My main complaint with the revisions is that not one of the new songs is an improvement over what was replaced. The adjustments to the script were fine and moved the story along in a clearer fashion.

Seeing Christine as Little Edie at the beginning of Act I was terrific but not worth what was sacrificed: the spine tingling transition of Big Edie into younger Edith's performance of "Toyland." It was one of the most magical & electrifying entrances by an actress on a musical stage that I've ever seen.

And the Act II ending was a letdown because the old ending (the reprise of "Peas in a Pod") perfectly depicted the complex and ongoing relationship of the two women: yelling and crying one moment and then pouring soup and singing together.
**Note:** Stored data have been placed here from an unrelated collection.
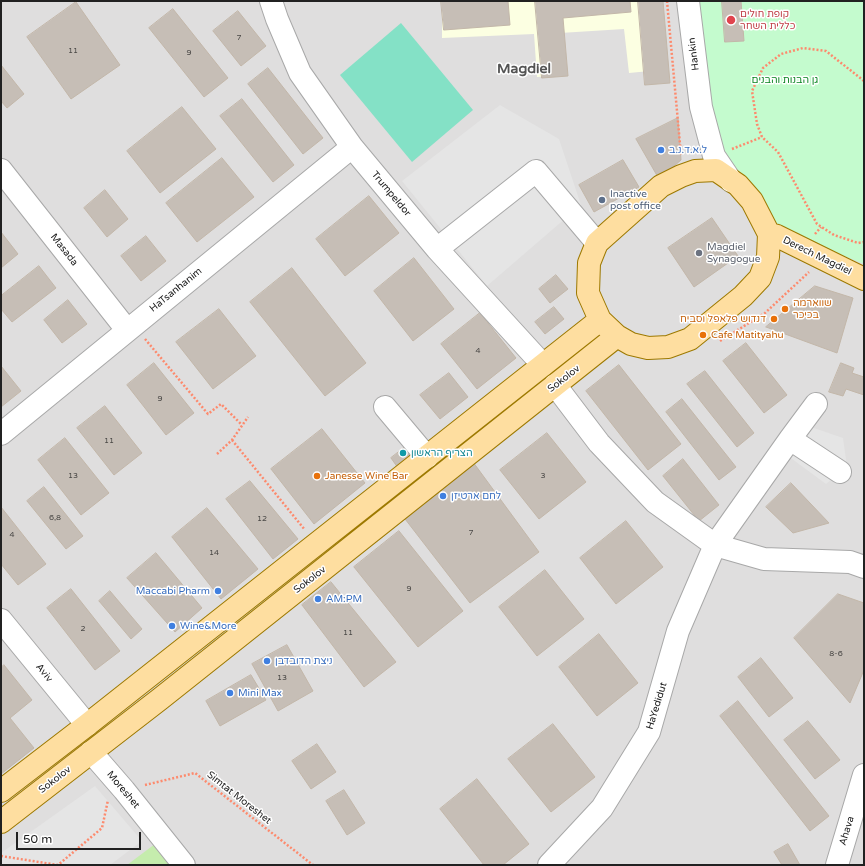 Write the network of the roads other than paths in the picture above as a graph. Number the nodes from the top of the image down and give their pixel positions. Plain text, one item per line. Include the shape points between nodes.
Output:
1 (271, 1) edge
2 (688, 1) edge
3 (701, 107) junction
4 (352, 147) junction
5 (1, 170) edge
6 (694, 171) junction
7 (731, 181) junction
8 (769, 234) junction
9 (597, 243) junction
10 (438, 250) junction
11 (864, 279) edge
12 (600, 320) junction
13 (131, 327) junction
14 (617, 336) junction
15 (544, 365) junction
16 (555, 385) junction
17 (816, 404) dead end
18 (385, 406) dead end
19 (1, 434) edge
20 (1, 439) edge
21 (790, 439) junction
22 (1, 448) edge
23 (427, 457) junction
24 (840, 472) dead end
25 (715, 545) junction
26 (864, 567) edge
27 (1, 620) edge
28 (87, 725) junction
29 (91, 752) junction
30 (864, 775) edge
31 (1, 791) edge
32 (1, 822) edge
33 (184, 865) edge
34 (549, 865) edge
35 (837, 865) edge

1 - 4 street, Trumpeldor via 300,73
2 - 3 street, Hankin
3 - 6 street, Hankin via 698,157
3 - 7 street, Hankin via 714,156
4 - 10 street, Trumpeldor
4 - 13 street, HaTsanhanim
5 - 13 street, Masada
6 - 7 main road via 716,170
6 - 9 main road via 661,186
7 - 8 main road via 752,201
8 - 11 main road, Derech Magdiel
8 - 14 main road via 768,257 760,278 743,296 690,339 668,347 648,348 631,344
9 - 10 street via 536,171
9 - 12 main road via 589,262 588,293
10 - 15 street, Trumpeldor
12 - 14 main road
12 - 15 main road
13 - 19 street, HaTsanhanim
14 - 16 main road, Sokolov
15 - 23 main road
16 - 25 street via 599,443 655,502
16 - 29 main road, Sokolov
17 - 21 street, HaYedidut
18 - 23 street
20 - 22 street via 5,445
21 - 24 street
21 - 25 street, HaYedidut
23 - 28 main road
25 - 26 street via 764,559 850,562
25 - 34 street, HaYedidut via 678,632 649,732 602,808
27 - 28 street, Aviv
28 - 31 main road
29 - 32 main road, Sokolov
29 - 33 street, Moreshet
30 - 35 street, Ahava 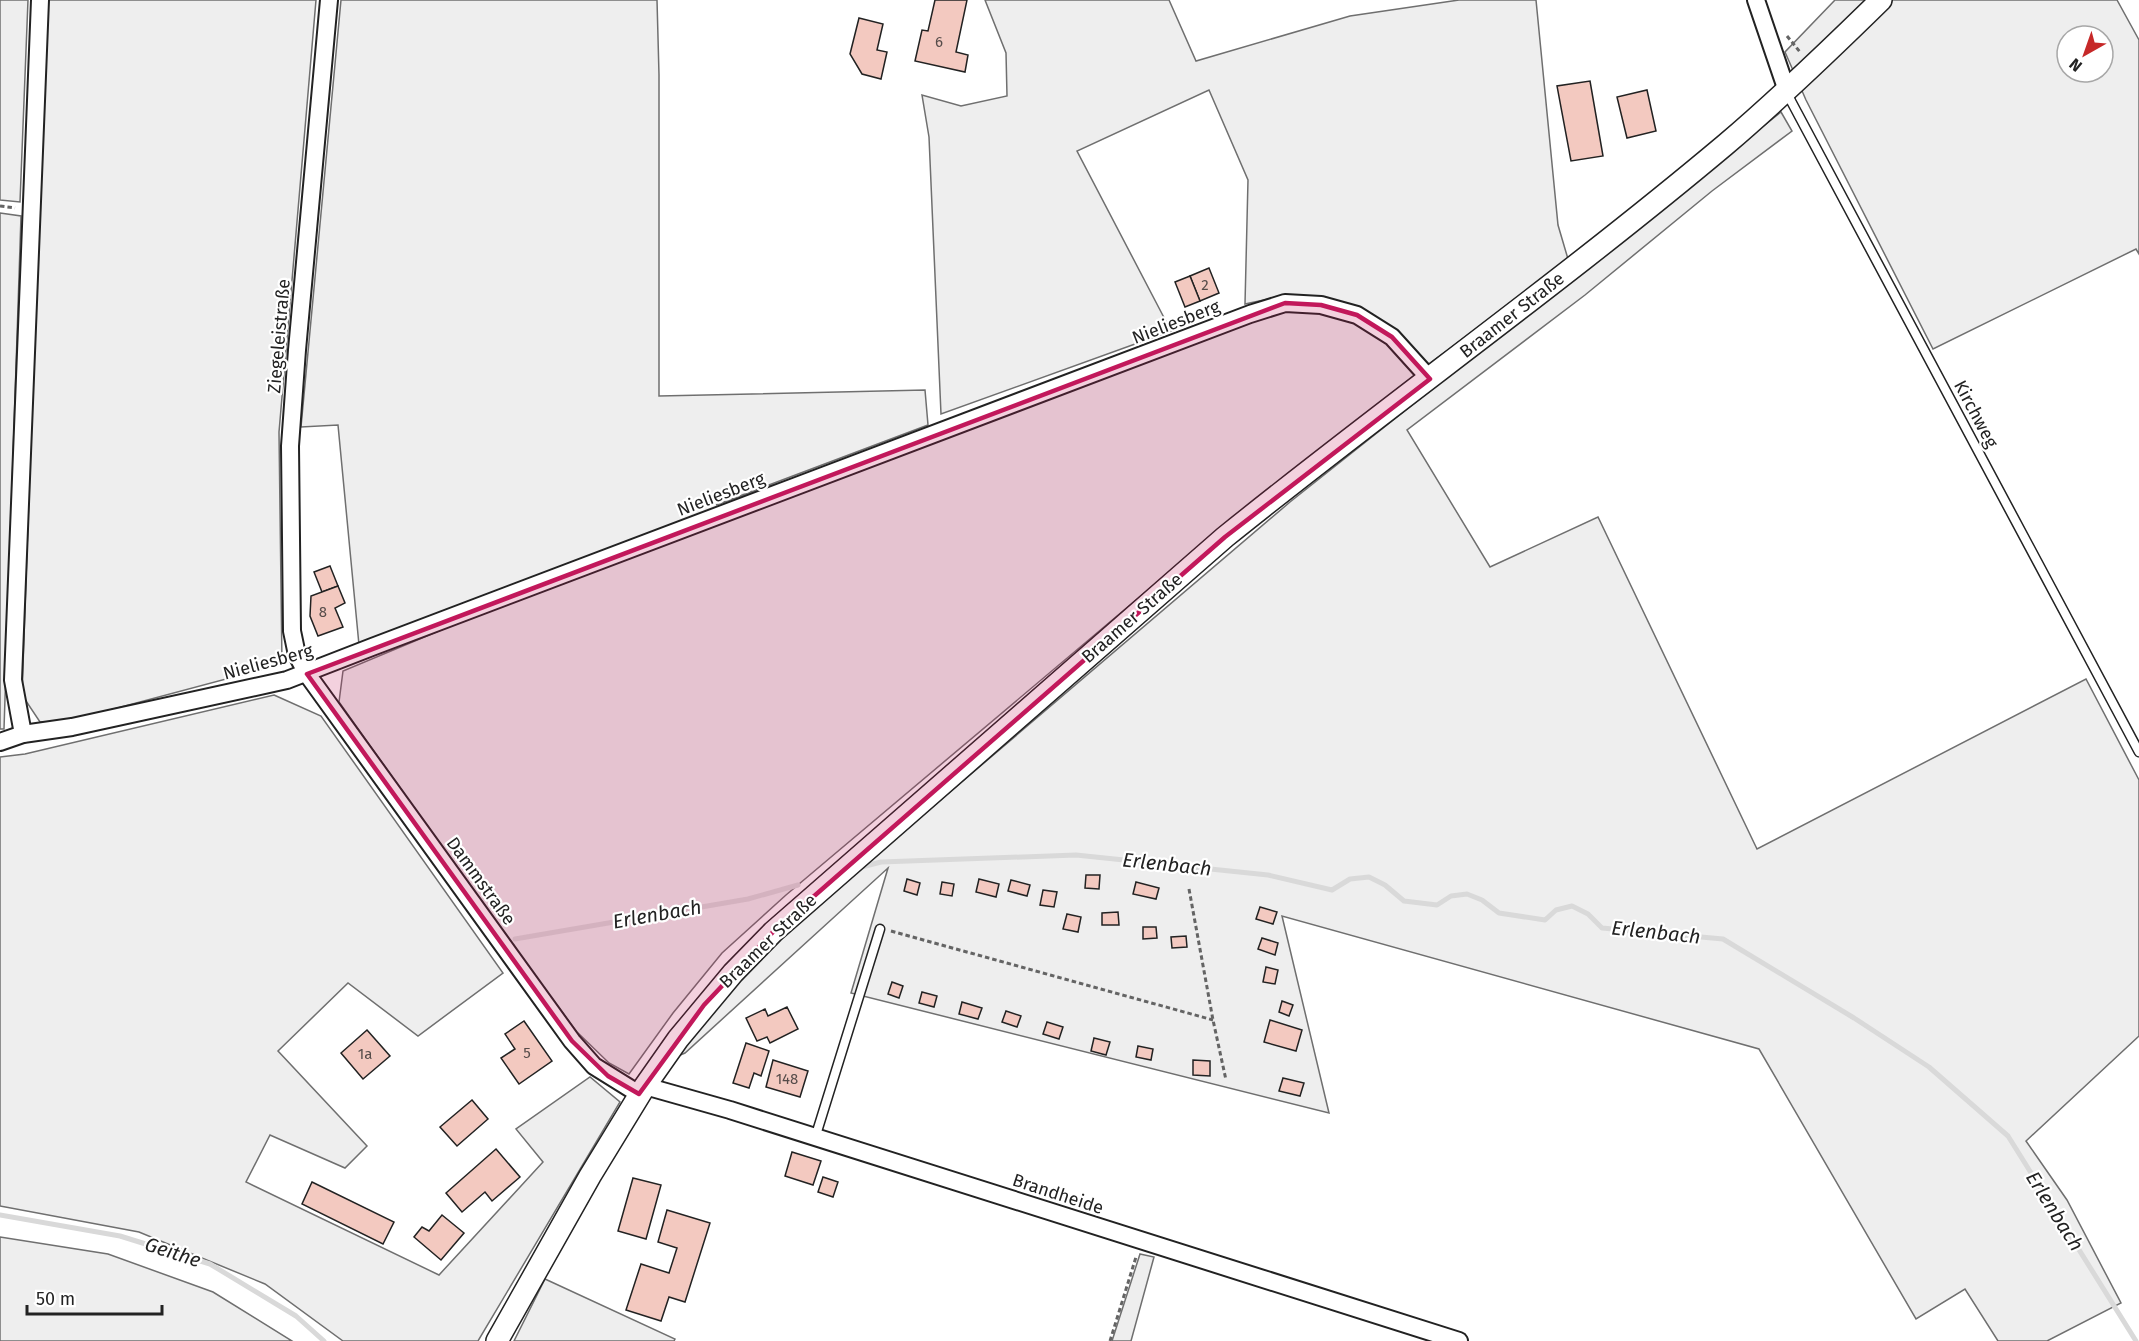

I also heard lots of chat during intermission (including some of the creative team) and after the show and no one seemed pleased with the changes. Granted, it was the first preview but my fingers are crossed that they put back a lot of what was taken out.

Posted by: clintonct 05:18 am EDT 10/04/06

re: We just got home from the city...and saw GG tonight...SPOILERS

I, too, could not wait for GG to be transferred to Broadway, and took a couple of vacation days to have a mini GG vacation. Having seen it a few times at PH, I was more than ready to be in the audience tonight and looking forward to the changes. Tonight's preview was enjoyable, but left me wanting more of the complexity, which I knew was there.

Drjohnjersey’s and ljzim's comments express my feelings too. The book changes work, and I realize the production team is trying to create a smooth transition between the two Acts; but let me reinforce, please bring back the original Toyland/Five-Fifteen/Body Beautiful Beale, with Ms. Ebersole leading Five- Fifteen.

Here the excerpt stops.